Task inputs Start Marker

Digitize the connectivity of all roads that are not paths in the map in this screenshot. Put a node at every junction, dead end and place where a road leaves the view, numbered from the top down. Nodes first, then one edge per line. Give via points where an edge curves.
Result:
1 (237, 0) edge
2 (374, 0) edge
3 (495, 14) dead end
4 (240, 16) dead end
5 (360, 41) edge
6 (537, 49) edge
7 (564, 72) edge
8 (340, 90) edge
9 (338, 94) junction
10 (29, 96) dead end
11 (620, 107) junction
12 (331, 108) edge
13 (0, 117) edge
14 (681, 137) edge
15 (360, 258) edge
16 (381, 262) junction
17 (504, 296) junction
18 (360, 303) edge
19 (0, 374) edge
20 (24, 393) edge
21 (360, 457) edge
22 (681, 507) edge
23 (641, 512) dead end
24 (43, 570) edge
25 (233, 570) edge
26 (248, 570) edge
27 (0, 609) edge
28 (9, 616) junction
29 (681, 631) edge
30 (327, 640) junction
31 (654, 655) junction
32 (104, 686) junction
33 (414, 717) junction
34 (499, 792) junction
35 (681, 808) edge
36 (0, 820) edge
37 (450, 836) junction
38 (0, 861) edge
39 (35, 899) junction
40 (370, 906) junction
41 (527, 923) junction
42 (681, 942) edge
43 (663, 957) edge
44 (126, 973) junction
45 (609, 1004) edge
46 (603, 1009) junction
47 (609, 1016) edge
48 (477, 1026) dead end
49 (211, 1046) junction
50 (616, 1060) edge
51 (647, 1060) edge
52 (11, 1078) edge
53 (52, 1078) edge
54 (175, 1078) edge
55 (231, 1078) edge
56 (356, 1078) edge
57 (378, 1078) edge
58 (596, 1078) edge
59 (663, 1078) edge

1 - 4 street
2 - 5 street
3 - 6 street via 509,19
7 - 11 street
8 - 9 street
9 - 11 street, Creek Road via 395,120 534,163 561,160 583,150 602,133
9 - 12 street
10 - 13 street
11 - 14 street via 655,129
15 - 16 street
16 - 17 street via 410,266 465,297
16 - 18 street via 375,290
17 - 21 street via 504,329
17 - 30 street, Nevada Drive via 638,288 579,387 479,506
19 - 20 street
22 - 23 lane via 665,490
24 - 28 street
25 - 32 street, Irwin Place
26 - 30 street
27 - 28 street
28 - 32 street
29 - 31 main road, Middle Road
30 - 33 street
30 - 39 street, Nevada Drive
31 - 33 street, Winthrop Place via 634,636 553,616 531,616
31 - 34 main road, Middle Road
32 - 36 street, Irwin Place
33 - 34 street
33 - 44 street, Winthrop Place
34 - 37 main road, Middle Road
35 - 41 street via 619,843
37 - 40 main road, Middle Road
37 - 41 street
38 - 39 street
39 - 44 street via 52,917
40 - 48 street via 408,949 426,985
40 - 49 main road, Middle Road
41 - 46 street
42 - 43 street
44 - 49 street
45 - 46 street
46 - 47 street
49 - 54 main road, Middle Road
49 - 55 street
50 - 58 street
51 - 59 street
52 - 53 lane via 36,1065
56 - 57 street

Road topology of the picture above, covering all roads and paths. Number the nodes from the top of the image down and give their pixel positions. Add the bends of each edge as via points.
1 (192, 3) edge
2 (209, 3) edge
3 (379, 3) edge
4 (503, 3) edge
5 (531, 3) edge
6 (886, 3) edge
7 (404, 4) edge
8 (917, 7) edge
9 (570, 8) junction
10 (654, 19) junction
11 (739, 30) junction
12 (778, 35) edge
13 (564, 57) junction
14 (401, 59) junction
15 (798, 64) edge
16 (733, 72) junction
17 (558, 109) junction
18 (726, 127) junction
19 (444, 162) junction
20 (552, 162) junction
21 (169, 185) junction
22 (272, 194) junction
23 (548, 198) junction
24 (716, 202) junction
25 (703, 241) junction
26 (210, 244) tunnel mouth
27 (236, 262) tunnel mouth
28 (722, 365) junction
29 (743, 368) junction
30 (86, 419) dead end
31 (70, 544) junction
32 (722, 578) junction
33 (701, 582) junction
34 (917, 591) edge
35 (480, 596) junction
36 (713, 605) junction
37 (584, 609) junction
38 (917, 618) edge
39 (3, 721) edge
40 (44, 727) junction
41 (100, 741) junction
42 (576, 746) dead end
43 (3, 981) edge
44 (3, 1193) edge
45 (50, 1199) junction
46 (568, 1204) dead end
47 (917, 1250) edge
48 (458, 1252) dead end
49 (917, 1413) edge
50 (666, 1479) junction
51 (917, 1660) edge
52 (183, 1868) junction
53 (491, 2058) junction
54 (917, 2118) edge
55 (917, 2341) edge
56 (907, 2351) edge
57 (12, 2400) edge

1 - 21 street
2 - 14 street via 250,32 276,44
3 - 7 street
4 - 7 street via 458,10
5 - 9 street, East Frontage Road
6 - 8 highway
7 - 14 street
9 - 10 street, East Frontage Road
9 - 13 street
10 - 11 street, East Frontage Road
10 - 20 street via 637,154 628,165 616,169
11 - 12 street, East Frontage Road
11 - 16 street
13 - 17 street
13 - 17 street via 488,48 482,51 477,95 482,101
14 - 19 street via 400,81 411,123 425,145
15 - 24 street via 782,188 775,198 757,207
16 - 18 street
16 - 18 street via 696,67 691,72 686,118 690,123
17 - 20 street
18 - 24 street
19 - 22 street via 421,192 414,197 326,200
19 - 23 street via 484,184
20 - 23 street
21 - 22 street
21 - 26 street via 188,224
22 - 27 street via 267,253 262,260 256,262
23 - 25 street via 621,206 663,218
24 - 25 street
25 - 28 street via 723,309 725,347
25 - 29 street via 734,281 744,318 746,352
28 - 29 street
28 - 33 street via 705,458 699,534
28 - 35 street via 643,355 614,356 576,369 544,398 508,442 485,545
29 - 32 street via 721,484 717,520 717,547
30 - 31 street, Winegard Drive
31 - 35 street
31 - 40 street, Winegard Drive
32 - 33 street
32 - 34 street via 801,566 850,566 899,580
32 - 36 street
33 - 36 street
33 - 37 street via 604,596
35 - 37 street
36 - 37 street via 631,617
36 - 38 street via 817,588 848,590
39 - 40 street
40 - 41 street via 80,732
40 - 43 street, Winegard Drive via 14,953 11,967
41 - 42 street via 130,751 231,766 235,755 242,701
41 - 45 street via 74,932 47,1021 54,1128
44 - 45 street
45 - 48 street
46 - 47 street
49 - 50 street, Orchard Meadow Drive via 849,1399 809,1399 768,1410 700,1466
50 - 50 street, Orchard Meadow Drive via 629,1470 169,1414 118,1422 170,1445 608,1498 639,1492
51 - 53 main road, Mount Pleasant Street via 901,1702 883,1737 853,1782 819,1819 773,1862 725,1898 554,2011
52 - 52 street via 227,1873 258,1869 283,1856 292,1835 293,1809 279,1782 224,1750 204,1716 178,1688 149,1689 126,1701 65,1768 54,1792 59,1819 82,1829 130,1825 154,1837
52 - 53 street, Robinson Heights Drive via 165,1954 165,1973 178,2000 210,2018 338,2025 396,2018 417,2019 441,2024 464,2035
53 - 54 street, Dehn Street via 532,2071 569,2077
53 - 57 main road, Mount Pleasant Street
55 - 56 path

Task inputs End Marker

Exercise prompt => The data above should be reproduced in full and exactly.

Answer area =>
Digitize the connectivity of all roads that are not paths in the map in this screenshot. Put a node at every junction, dead end and place where a road leaves the view, numbered from the top down. Nodes first, then one edge per line. Give via points where an edge curves.
Result:
1 (237, 0) edge
2 (374, 0) edge
3 (495, 14) dead end
4 (240, 16) dead end
5 (360, 41) edge
6 (537, 49) edge
7 (564, 72) edge
8 (340, 90) edge
9 (338, 94) junction
10 (29, 96) dead end
11 (620, 107) junction
12 (331, 108) edge
13 (0, 117) edge
14 (681, 137) edge
15 (360, 258) edge
16 (381, 262) junction
17 (504, 296) junction
18 (360, 303) edge
19 (0, 374) edge
20 (24, 393) edge
21 (360, 457) edge
22 (681, 507) edge
23 (641, 512) dead end
24 (43, 570) edge
25 (233, 570) edge
26 (248, 570) edge
27 (0, 609) edge
28 (9, 616) junction
29 (681, 631) edge
30 (327, 640) junction
31 (654, 655) junction
32 (104, 686) junction
33 (414, 717) junction
34 (499, 792) junction
35 (681, 808) edge
36 (0, 820) edge
37 (450, 836) junction
38 (0, 861) edge
39 (35, 899) junction
40 (370, 906) junction
41 (527, 923) junction
42 (681, 942) edge
43 (663, 957) edge
44 (126, 973) junction
45 (609, 1004) edge
46 (603, 1009) junction
47 (609, 1016) edge
48 (477, 1026) dead end
49 (211, 1046) junction
50 (616, 1060) edge
51 (647, 1060) edge
52 (11, 1078) edge
53 (52, 1078) edge
54 (175, 1078) edge
55 (231, 1078) edge
56 (356, 1078) edge
57 (378, 1078) edge
58 (596, 1078) edge
59 (663, 1078) edge

1 - 4 street
2 - 5 street
3 - 6 street via 509,19
7 - 11 street
8 - 9 street
9 - 11 street, Creek Road via 395,120 534,163 561,160 583,150 602,133
9 - 12 street
10 - 13 street
11 - 14 street via 655,129
15 - 16 street
16 - 17 street via 410,266 465,297
16 - 18 street via 375,290
17 - 21 street via 504,329
17 - 30 street, Nevada Drive via 638,288 579,387 479,506
19 - 20 street
22 - 23 lane via 665,490
24 - 28 street
25 - 32 street, Irwin Place
26 - 30 street
27 - 28 street
28 - 32 street
29 - 31 main road, Middle Road
30 - 33 street
30 - 39 street, Nevada Drive
31 - 33 street, Winthrop Place via 634,636 553,616 531,616
31 - 34 main road, Middle Road
32 - 36 street, Irwin Place
33 - 34 street
33 - 44 street, Winthrop Place
34 - 37 main road, Middle Road
35 - 41 street via 619,843
37 - 40 main road, Middle Road
37 - 41 street
38 - 39 street
39 - 44 street via 52,917
40 - 48 street via 408,949 426,985
40 - 49 main road, Middle Road
41 - 46 street
42 - 43 street
44 - 49 street
45 - 46 street
46 - 47 street
49 - 54 main road, Middle Road
49 - 55 street
50 - 58 street
51 - 59 street
52 - 53 lane via 36,1065
56 - 57 street

Road topology of the picture above, covering all roads and paths. Number the nodes from the top of the image down and give their pixel positions. Add the bends of each edge as via points.
1 (192, 3) edge
2 (209, 3) edge
3 (379, 3) edge
4 (503, 3) edge
5 (531, 3) edge
6 (886, 3) edge
7 (404, 4) edge
8 (917, 7) edge
9 (570, 8) junction
10 (654, 19) junction
11 (739, 30) junction
12 (778, 35) edge
13 (564, 57) junction
14 (401, 59) junction
15 (798, 64) edge
16 (733, 72) junction
17 (558, 109) junction
18 (726, 127) junction
19 (444, 162) junction
20 (552, 162) junction
21 (169, 185) junction
22 (272, 194) junction
23 (548, 198) junction
24 (716, 202) junction
25 (703, 241) junction
26 (210, 244) tunnel mouth
27 (236, 262) tunnel mouth
28 (722, 365) junction
29 (743, 368) junction
30 (86, 419) dead end
31 (70, 544) junction
32 (722, 578) junction
33 (701, 582) junction
34 (917, 591) edge
35 (480, 596) junction
36 (713, 605) junction
37 (584, 609) junction
38 (917, 618) edge
39 (3, 721) edge
40 (44, 727) junction
41 (100, 741) junction
42 (576, 746) dead end
43 (3, 981) edge
44 (3, 1193) edge
45 (50, 1199) junction
46 (568, 1204) dead end
47 (917, 1250) edge
48 (458, 1252) dead end
49 (917, 1413) edge
50 (666, 1479) junction
51 (917, 1660) edge
52 (183, 1868) junction
53 (491, 2058) junction
54 (917, 2118) edge
55 (917, 2341) edge
56 (907, 2351) edge
57 (12, 2400) edge

1 - 21 street
2 - 14 street via 250,32 276,44
3 - 7 street
4 - 7 street via 458,10
5 - 9 street, East Frontage Road
6 - 8 highway
7 - 14 street
9 - 10 street, East Frontage Road
9 - 13 street
10 - 11 street, East Frontage Road
10 - 20 street via 637,154 628,165 616,169
11 - 12 street, East Frontage Road
11 - 16 street
13 - 17 street
13 - 17 street via 488,48 482,51 477,95 482,101
14 - 19 street via 400,81 411,123 425,145
15 - 24 street via 782,188 775,198 757,207
16 - 18 street
16 - 18 street via 696,67 691,72 686,118 690,123
17 - 20 street
18 - 24 street
19 - 22 street via 421,192 414,197 326,200
19 - 23 street via 484,184
20 - 23 street
21 - 22 street
21 - 26 street via 188,224
22 - 27 street via 267,253 262,260 256,262
23 - 25 street via 621,206 663,218
24 - 25 street
25 - 28 street via 723,309 725,347
25 - 29 street via 734,281 744,318 746,352
28 - 29 street
28 - 33 street via 705,458 699,534
28 - 35 street via 643,355 614,356 576,369 544,398 508,442 485,545
29 - 32 street via 721,484 717,520 717,547
30 - 31 street, Winegard Drive
31 - 35 street
31 - 40 street, Winegard Drive
32 - 33 street
32 - 34 street via 801,566 850,566 899,580
32 - 36 street
33 - 36 street
33 - 37 street via 604,596
35 - 37 street
36 - 37 street via 631,617
36 - 38 street via 817,588 848,590
39 - 40 street
40 - 41 street via 80,732
40 - 43 street, Winegard Drive via 14,953 11,967
41 - 42 street via 130,751 231,766 235,755 242,701
41 - 45 street via 74,932 47,1021 54,1128
44 - 45 street
45 - 48 street
46 - 47 street
49 - 50 street, Orchard Meadow Drive via 849,1399 809,1399 768,1410 700,1466
50 - 50 street, Orchard Meadow Drive via 629,1470 169,1414 118,1422 170,1445 608,1498 639,1492
51 - 53 main road, Mount Pleasant Street via 901,1702 883,1737 853,1782 819,1819 773,1862 725,1898 554,2011
52 - 52 street via 227,1873 258,1869 283,1856 292,1835 293,1809 279,1782 224,1750 204,1716 178,1688 149,1689 126,1701 65,1768 54,1792 59,1819 82,1829 130,1825 154,1837
52 - 53 street, Robinson Heights Drive via 165,1954 165,1973 178,2000 210,2018 338,2025 396,2018 417,2019 441,2024 464,2035
53 - 54 street, Dehn Street via 532,2071 569,2077
53 - 57 main road, Mount Pleasant Street
55 - 56 path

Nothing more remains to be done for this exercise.